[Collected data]
##############################
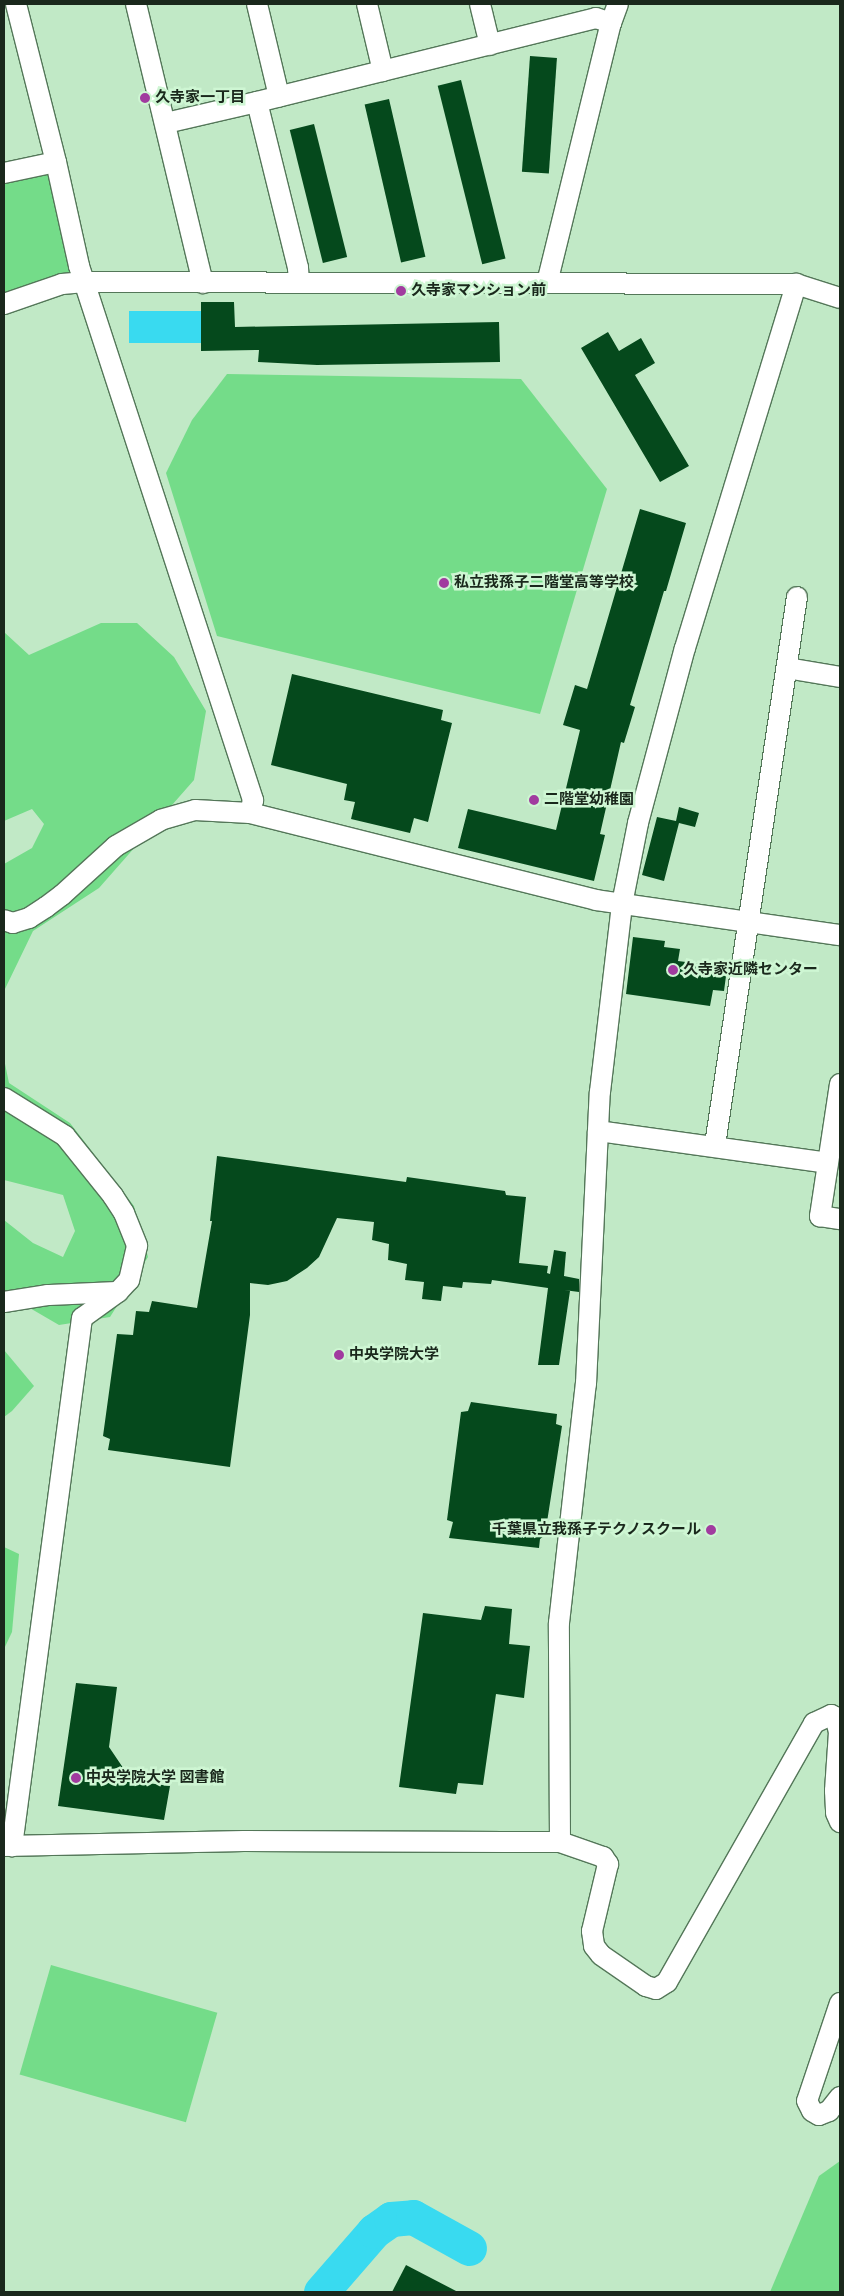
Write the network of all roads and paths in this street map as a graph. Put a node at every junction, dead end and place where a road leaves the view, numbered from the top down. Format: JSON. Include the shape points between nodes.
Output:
{"nodes":[{"id":1,"x":16,"y":4,"type":"edge"},
{"id":2,"x":136,"y":4,"type":"edge"},
{"id":3,"x":257,"y":4,"type":"edge"},
{"id":4,"x":367,"y":4,"type":"edge"},
{"id":5,"x":480,"y":4,"type":"edge"},
{"id":6,"x":618,"y":4,"type":"edge"},
{"id":7,"x":600,"y":15,"type":"edge"},
{"id":8,"x":490,"y":45,"type":"junction"},
{"id":9,"x":383,"y":72,"type":"junction"},
{"id":10,"x":279,"y":96,"type":"junction"},
{"id":11,"x":258,"y":102,"type":"junction"},
{"id":12,"x":166,"y":123,"type":"junction"},
{"id":13,"x":56,"y":162,"type":"junction"},
{"id":14,"x":4,"y":173,"type":"edge"},
{"id":15,"x":85,"y":282,"type":"junction"},
{"id":16,"x":203,"y":283,"type":"junction"},
{"id":17,"x":298,"y":283,"type":"junction"},
{"id":18,"x":547,"y":283,"type":"junction"},
{"id":19,"x":796,"y":284,"type":"junction"},
{"id":20,"x":840,"y":298,"type":"edge"},
{"id":21,"x":4,"y":304,"type":"edge"},
{"id":22,"x":797,"y":597,"type":"dead end"},
{"id":23,"x":786,"y":668,"type":"junction"},
{"id":24,"x":840,"y":677,"type":"edge"},
{"id":25,"x":250,"y":813,"type":"junction"},
{"id":26,"x":622,"y":904,"type":"junction"},
{"id":27,"x":749,"y":921,"type":"junction"},
{"id":28,"x":7,"y":926,"type":"edge"},
{"id":29,"x":840,"y":935,"type":"edge"},
{"id":30,"x":840,"y":1084,"type":"edge"},
{"id":31,"x":4,"y":1098,"type":"edge"},
{"id":32,"x":598,"y":1131,"type":"junction"},
{"id":33,"x":715,"y":1145,"type":"junction"},
{"id":34,"x":828,"y":1163,"type":"junction"},
{"id":35,"x":840,"y":1218,"type":"edge"},
{"id":36,"x":118,"y":1292,"type":"junction"},
{"id":37,"x":4,"y":1302,"type":"edge"},
{"id":38,"x":840,"y":1822,"type":"edge"},
{"id":39,"x":560,"y":1842,"type":"junction"},
{"id":40,"x":8,"y":1846,"type":"edge"},
{"id":41,"x":840,"y":2004,"type":"edge"},
{"id":42,"x":840,"y":2097,"type":"edge"}],
"edges":[{"from":1,"to":13,"type":"street"},
{"from":2,"to":12,"type":"street"},
{"from":3,"to":10,"type":"street"},
{"from":4,"to":9,"type":"street"},
{"from":5,"to":8,"type":"street"},
{"from":6,"to":7,"type":"street"},
{"from":7,"to":8,"type":"street"},
{"from":7,"to":18,"type":"street"},
{"from":8,"to":9,"type":"street"},
{"from":9,"to":10,"type":"street"},
{"from":10,"to":11,"type":"street"},
{"from":11,"to":12,"type":"street"},
{"from":11,"to":17,"type":"street","via":[[298,268]]},
{"from":12,"to":16,"type":"street"},
{"from":13,"to":14,"type":"street"},
{"from":13,"to":15,"type":"street"},
{"from":15,"to":16,"type":"street"},
{"from":15,"to":21,"type":"street","via":[[62,284]]},
{"from":15,"to":25,"type":"street","via":[[253,800]]},
{"from":16,"to":17,"type":"street"},
{"from":17,"to":18,"type":"street"},
{"from":18,"to":19,"type":"street"},
{"from":19,"to":20,"type":"street"},
{"from":19,"to":26,"type":"street","via":[[685,648],[638,823]]},
{"from":22,"to":23,"type":"street"},
{"from":23,"to":24,"type":"street"},
{"from":23,"to":27,"type":"street"},
{"from":25,"to":26,"type":"street"},
{"from":25,"to":28,"type":"street","via":[[195,810],[161,820],[116,846],[46,907]]},
{"from":26,"to":27,"type":"street"},
{"from":26,"to":32,"type":"street"},
{"from":27,"to":29,"type":"street"},
{"from":27,"to":33,"type":"street"},
{"from":30,"to":34,"type":"street"},
{"from":31,"to":36,"type":"street","via":[[65,1136],[124,1213],[138,1246],[131,1276]]},
{"from":32,"to":33,"type":"street"},
{"from":32,"to":39,"type":"street","via":[[586,1384],[559,1623]]},
{"from":33,"to":34,"type":"street"},
{"from":34,"to":35,"type":"street","via":[[820,1216]]},
{"from":36,"to":37,"type":"street"},
{"from":36,"to":40,"type":"street","via":[[82,1318]]},
{"from":38,"to":39,"type":"street","via":[[836,1813],[835,1791],[839,1732],[832,1715],[814,1723],[667,1982],[656,1988],[646,1986],[601,1955],[594,1946],[592,1931],[608,1864],[603,1857]]},
{"from":39,"to":40,"type":"street","via":[[244,1841]]},
{"from":41,"to":42,"type":"street","via":[[807,2101],[819,2115],[829,2111]]}]}
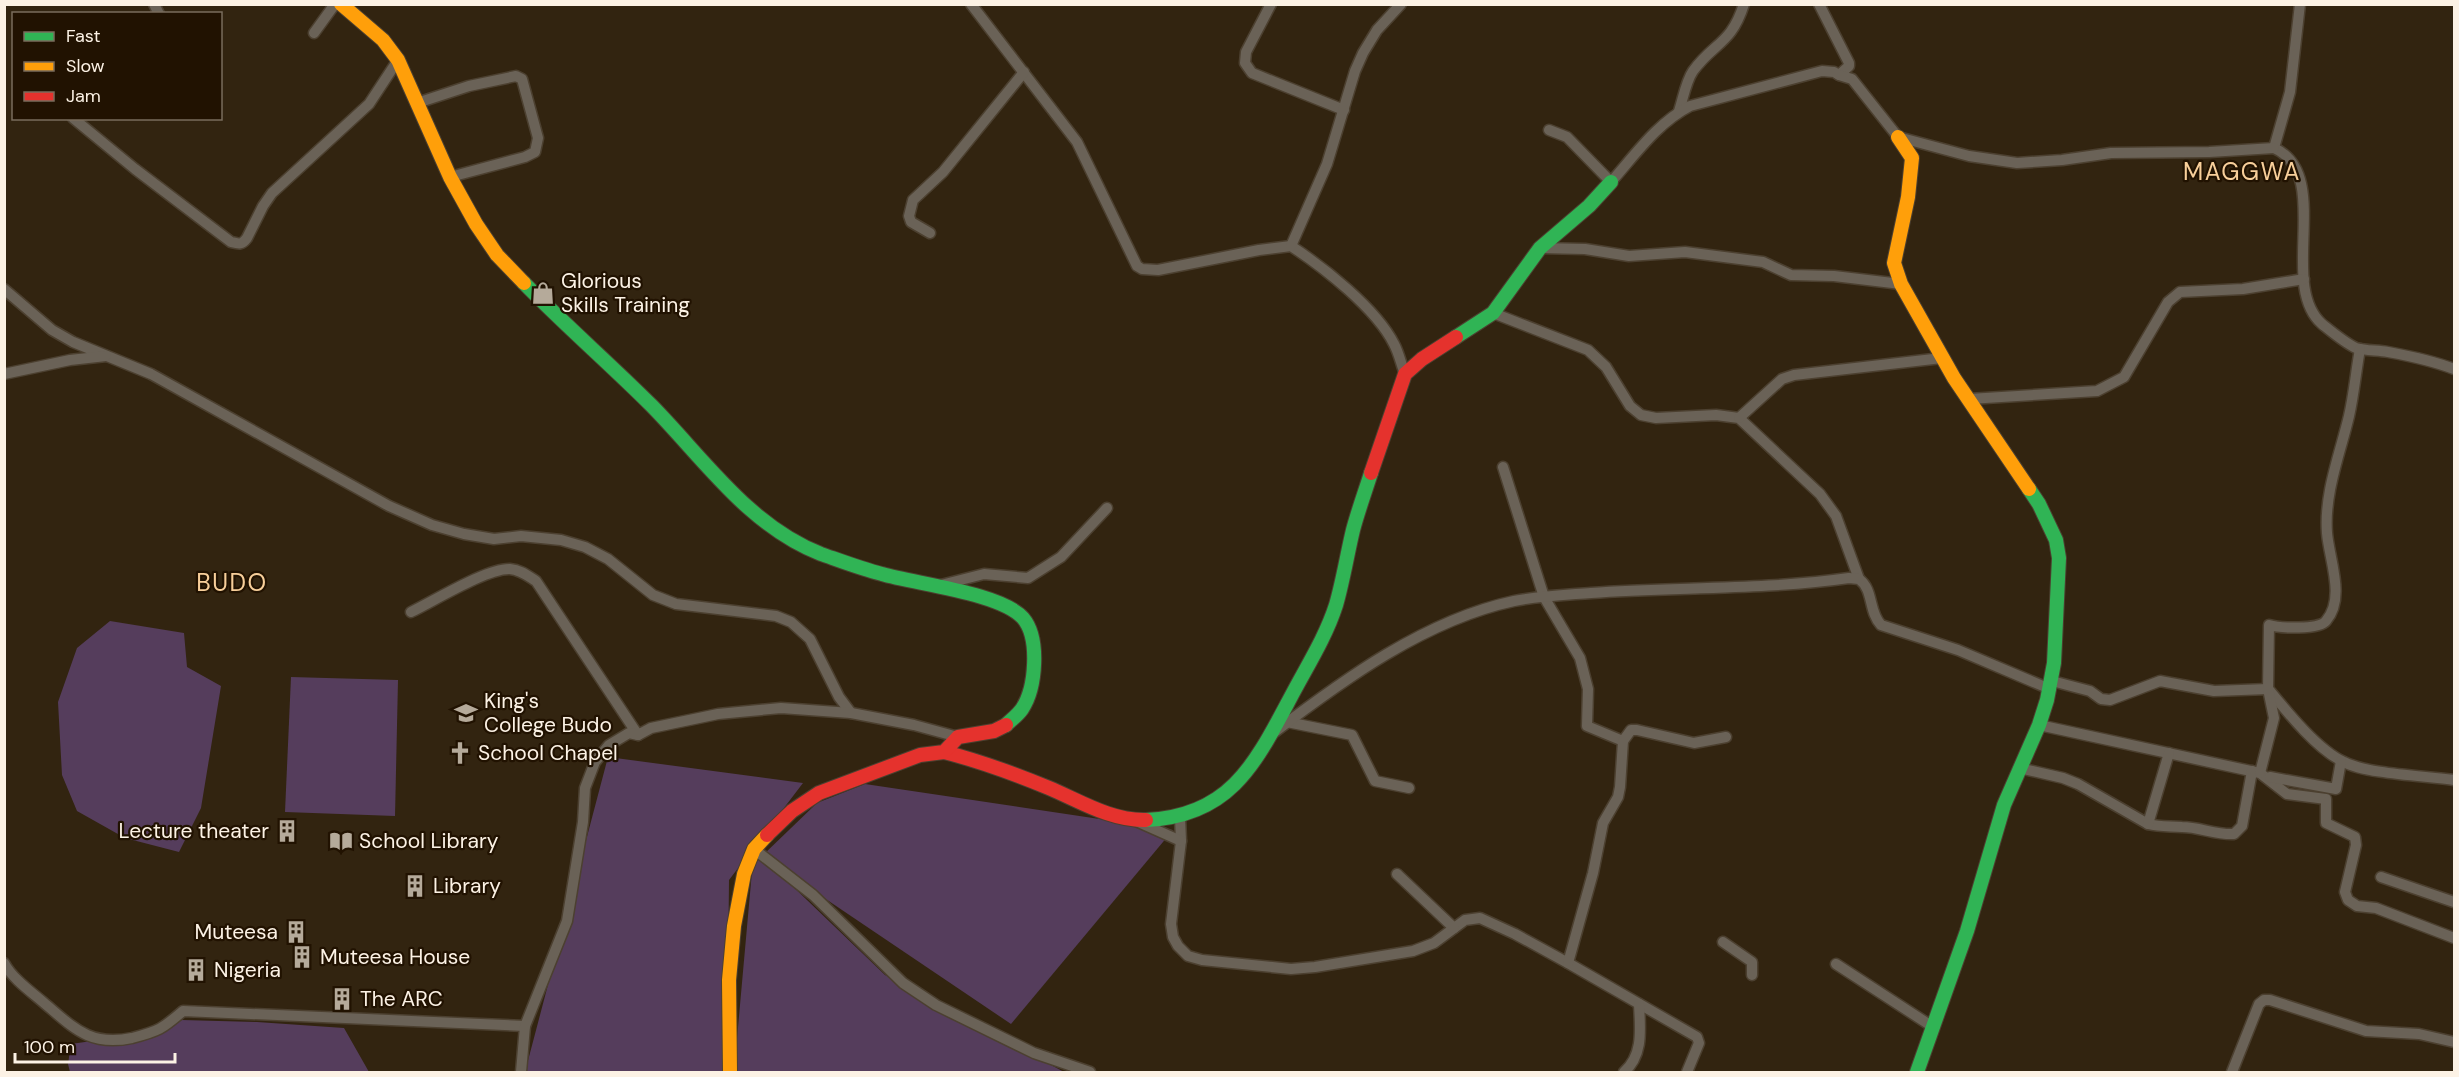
##############################
WHAT THE TASK REQUIRES
Strip out the pictures and quote the remaining data word for word.

TASK SOLUTION
Write the network of all roads and paths in this street map as a graph. Put a node at every junction, dead end and place where a road leaves the view, numbered from the top down. Format: JSON. Include the shape points between nodes.
Output:
{"nodes":[{"id":1,"x":16,"y":4,"type":"edge"},
{"id":2,"x":136,"y":4,"type":"edge"},
{"id":3,"x":257,"y":4,"type":"edge"},
{"id":4,"x":367,"y":4,"type":"edge"},
{"id":5,"x":480,"y":4,"type":"edge"},
{"id":6,"x":618,"y":4,"type":"edge"},
{"id":7,"x":600,"y":15,"type":"edge"},
{"id":8,"x":490,"y":45,"type":"junction"},
{"id":9,"x":383,"y":72,"type":"junction"},
{"id":10,"x":279,"y":96,"type":"junction"},
{"id":11,"x":258,"y":102,"type":"junction"},
{"id":12,"x":166,"y":123,"type":"junction"},
{"id":13,"x":56,"y":162,"type":"junction"},
{"id":14,"x":4,"y":173,"type":"edge"},
{"id":15,"x":85,"y":282,"type":"junction"},
{"id":16,"x":203,"y":283,"type":"junction"},
{"id":17,"x":298,"y":283,"type":"junction"},
{"id":18,"x":547,"y":283,"type":"junction"},
{"id":19,"x":796,"y":284,"type":"junction"},
{"id":20,"x":840,"y":298,"type":"edge"},
{"id":21,"x":4,"y":304,"type":"edge"},
{"id":22,"x":797,"y":597,"type":"dead end"},
{"id":23,"x":786,"y":668,"type":"junction"},
{"id":24,"x":840,"y":677,"type":"edge"},
{"id":25,"x":250,"y":813,"type":"junction"},
{"id":26,"x":622,"y":904,"type":"junction"},
{"id":27,"x":749,"y":921,"type":"junction"},
{"id":28,"x":7,"y":926,"type":"edge"},
{"id":29,"x":840,"y":935,"type":"edge"},
{"id":30,"x":840,"y":1084,"type":"edge"},
{"id":31,"x":4,"y":1098,"type":"edge"},
{"id":32,"x":598,"y":1131,"type":"junction"},
{"id":33,"x":715,"y":1145,"type":"junction"},
{"id":34,"x":828,"y":1163,"type":"junction"},
{"id":35,"x":840,"y":1218,"type":"edge"},
{"id":36,"x":118,"y":1292,"type":"junction"},
{"id":37,"x":4,"y":1302,"type":"edge"},
{"id":38,"x":840,"y":1822,"type":"edge"},
{"id":39,"x":560,"y":1842,"type":"junction"},
{"id":40,"x":8,"y":1846,"type":"edge"},
{"id":41,"x":840,"y":2004,"type":"edge"},
{"id":42,"x":840,"y":2097,"type":"edge"}],
"edges":[{"from":1,"to":13,"type":"street"},
{"from":2,"to":12,"type":"street"},
{"from":3,"to":10,"type":"street"},
{"from":4,"to":9,"type":"street"},
{"from":5,"to":8,"type":"street"},
{"from":6,"to":7,"type":"street"},
{"from":7,"to":8,"type":"street"},
{"from":7,"to":18,"type":"street"},
{"from":8,"to":9,"type":"street"},
{"from":9,"to":10,"type":"street"},
{"from":10,"to":11,"type":"street"},
{"from":11,"to":12,"type":"street"},
{"from":11,"to":17,"type":"street","via":[[298,268]]},
{"from":12,"to":16,"type":"street"},
{"from":13,"to":14,"type":"street"},
{"from":13,"to":15,"type":"street"},
{"from":15,"to":16,"type":"street"},
{"from":15,"to":21,"type":"street","via":[[62,284]]},
{"from":15,"to":25,"type":"street","via":[[253,800]]},
{"from":16,"to":17,"type":"street"},
{"from":17,"to":18,"type":"street"},
{"from":18,"to":19,"type":"street"},
{"from":19,"to":20,"type":"street"},
{"from":19,"to":26,"type":"street","via":[[685,648],[638,823]]},
{"from":22,"to":23,"type":"street"},
{"from":23,"to":24,"type":"street"},
{"from":23,"to":27,"type":"street"},
{"from":25,"to":26,"type":"street"},
{"from":25,"to":28,"type":"street","via":[[195,810],[161,820],[116,846],[46,907]]},
{"from":26,"to":27,"type":"street"},
{"from":26,"to":32,"type":"street"},
{"from":27,"to":29,"type":"street"},
{"from":27,"to":33,"type":"street"},
{"from":30,"to":34,"type":"street"},
{"from":31,"to":36,"type":"street","via":[[65,1136],[124,1213],[138,1246],[131,1276]]},
{"from":32,"to":33,"type":"street"},
{"from":32,"to":39,"type":"street","via":[[586,1384],[559,1623]]},
{"from":33,"to":34,"type":"street"},
{"from":34,"to":35,"type":"street","via":[[820,1216]]},
{"from":36,"to":37,"type":"street"},
{"from":36,"to":40,"type":"street","via":[[82,1318]]},
{"from":38,"to":39,"type":"street","via":[[836,1813],[835,1791],[839,1732],[832,1715],[814,1723],[667,1982],[656,1988],[646,1986],[601,1955],[594,1946],[592,1931],[608,1864],[603,1857]]},
{"from":39,"to":40,"type":"street","via":[[244,1841]]},
{"from":41,"to":42,"type":"street","via":[[807,2101],[819,2115],[829,2111]]}]}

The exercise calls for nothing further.